[Start of section]
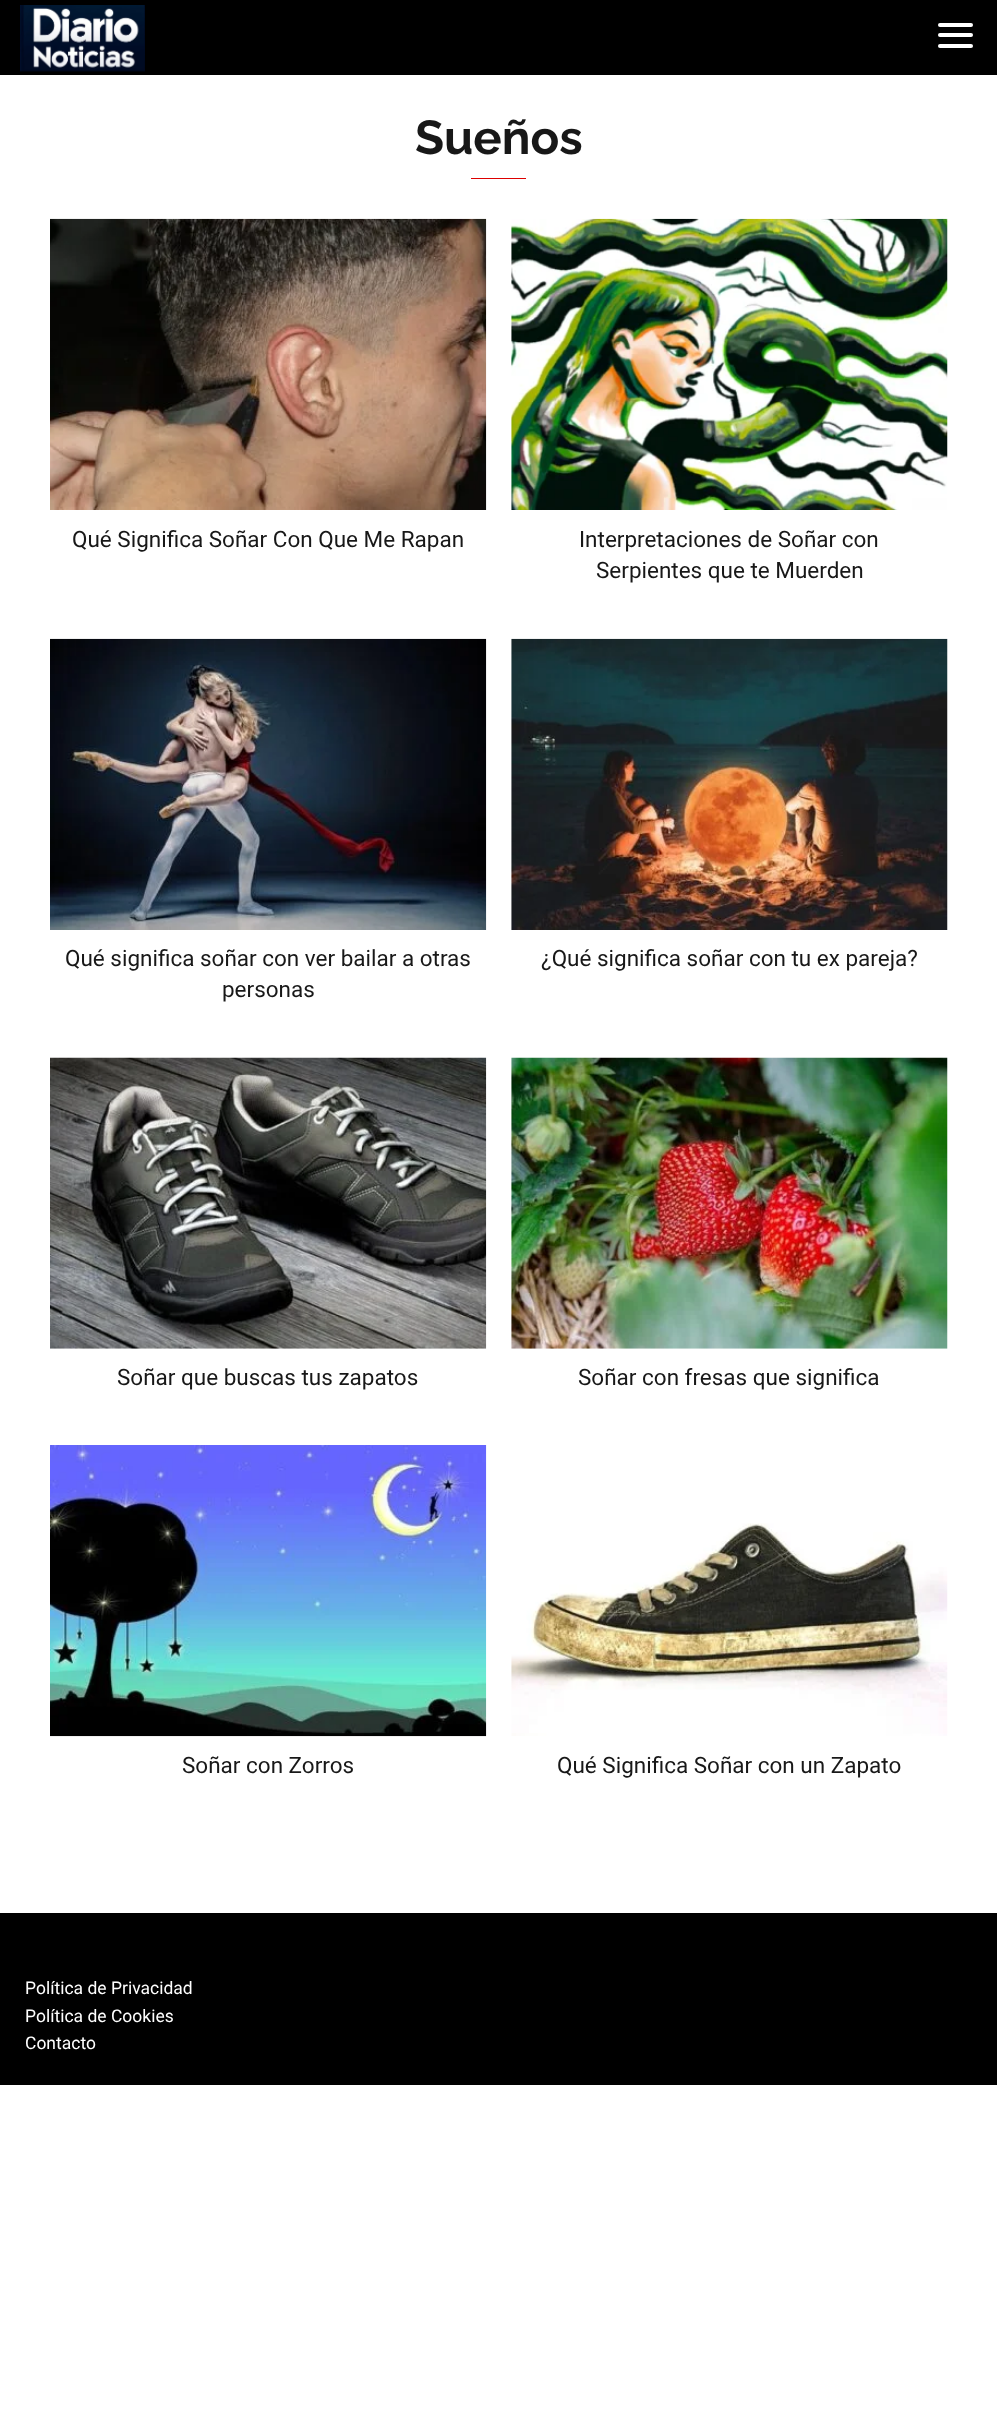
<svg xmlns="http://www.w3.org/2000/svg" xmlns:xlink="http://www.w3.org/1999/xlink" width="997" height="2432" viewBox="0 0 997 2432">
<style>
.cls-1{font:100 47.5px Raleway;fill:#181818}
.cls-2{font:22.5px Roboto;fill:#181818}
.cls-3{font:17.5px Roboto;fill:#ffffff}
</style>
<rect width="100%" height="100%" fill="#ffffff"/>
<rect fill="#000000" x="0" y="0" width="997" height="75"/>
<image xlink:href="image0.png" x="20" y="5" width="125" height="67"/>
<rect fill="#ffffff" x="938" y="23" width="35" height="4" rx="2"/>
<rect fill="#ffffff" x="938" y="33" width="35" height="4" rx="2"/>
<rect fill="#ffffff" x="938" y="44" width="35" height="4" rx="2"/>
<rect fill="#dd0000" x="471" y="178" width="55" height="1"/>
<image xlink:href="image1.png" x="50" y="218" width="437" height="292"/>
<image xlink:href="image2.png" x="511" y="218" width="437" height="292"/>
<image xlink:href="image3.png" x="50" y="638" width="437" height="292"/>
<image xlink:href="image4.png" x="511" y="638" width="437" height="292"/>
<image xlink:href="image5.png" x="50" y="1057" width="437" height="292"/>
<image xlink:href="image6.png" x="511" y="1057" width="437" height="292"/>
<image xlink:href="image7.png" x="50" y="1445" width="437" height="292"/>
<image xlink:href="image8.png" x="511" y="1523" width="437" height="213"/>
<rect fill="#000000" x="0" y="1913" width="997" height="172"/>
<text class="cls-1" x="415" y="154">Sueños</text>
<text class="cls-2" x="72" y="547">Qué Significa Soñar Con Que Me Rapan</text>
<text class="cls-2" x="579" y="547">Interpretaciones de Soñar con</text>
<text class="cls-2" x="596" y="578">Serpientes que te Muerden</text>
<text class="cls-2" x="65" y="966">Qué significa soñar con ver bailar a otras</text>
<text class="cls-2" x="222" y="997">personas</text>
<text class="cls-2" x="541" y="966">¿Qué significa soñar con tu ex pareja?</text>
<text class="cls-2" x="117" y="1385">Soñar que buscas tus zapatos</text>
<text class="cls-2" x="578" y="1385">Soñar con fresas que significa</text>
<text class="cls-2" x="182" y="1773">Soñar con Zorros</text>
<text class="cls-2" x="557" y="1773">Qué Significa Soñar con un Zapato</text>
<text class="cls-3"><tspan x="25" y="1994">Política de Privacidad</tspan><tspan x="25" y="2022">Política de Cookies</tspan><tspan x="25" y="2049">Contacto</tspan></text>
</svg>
[End of section]
Task instructions: Would you retype the lines of the data above, from the one holding "Que Me Rapan</text>" through its final line, exactly and without adding any other line?

Exercise response:
<text class="cls-2" x="72" y="547">Qué Significa Soñar Con Que Me Rapan</text>
<text class="cls-2" x="579" y="547">Interpretaciones de Soñar con</text>
<text class="cls-2" x="596" y="578">Serpientes que te Muerden</text>
<text class="cls-2" x="65" y="966">Qué significa soñar con ver bailar a otras</text>
<text class="cls-2" x="222" y="997">personas</text>
<text class="cls-2" x="541" y="966">¿Qué significa soñar con tu ex pareja?</text>
<text class="cls-2" x="117" y="1385">Soñar que buscas tus zapatos</text>
<text class="cls-2" x="578" y="1385">Soñar con fresas que significa</text>
<text class="cls-2" x="182" y="1773">Soñar con Zorros</text>
<text class="cls-2" x="557" y="1773">Qué Significa Soñar con un Zapato</text>
<text class="cls-3"><tspan x="25" y="1994">Política de Privacidad</tspan><tspan x="25" y="2022">Política de Cookies</tspan><tspan x="25" y="2049">Contacto</tspan></text>
</svg>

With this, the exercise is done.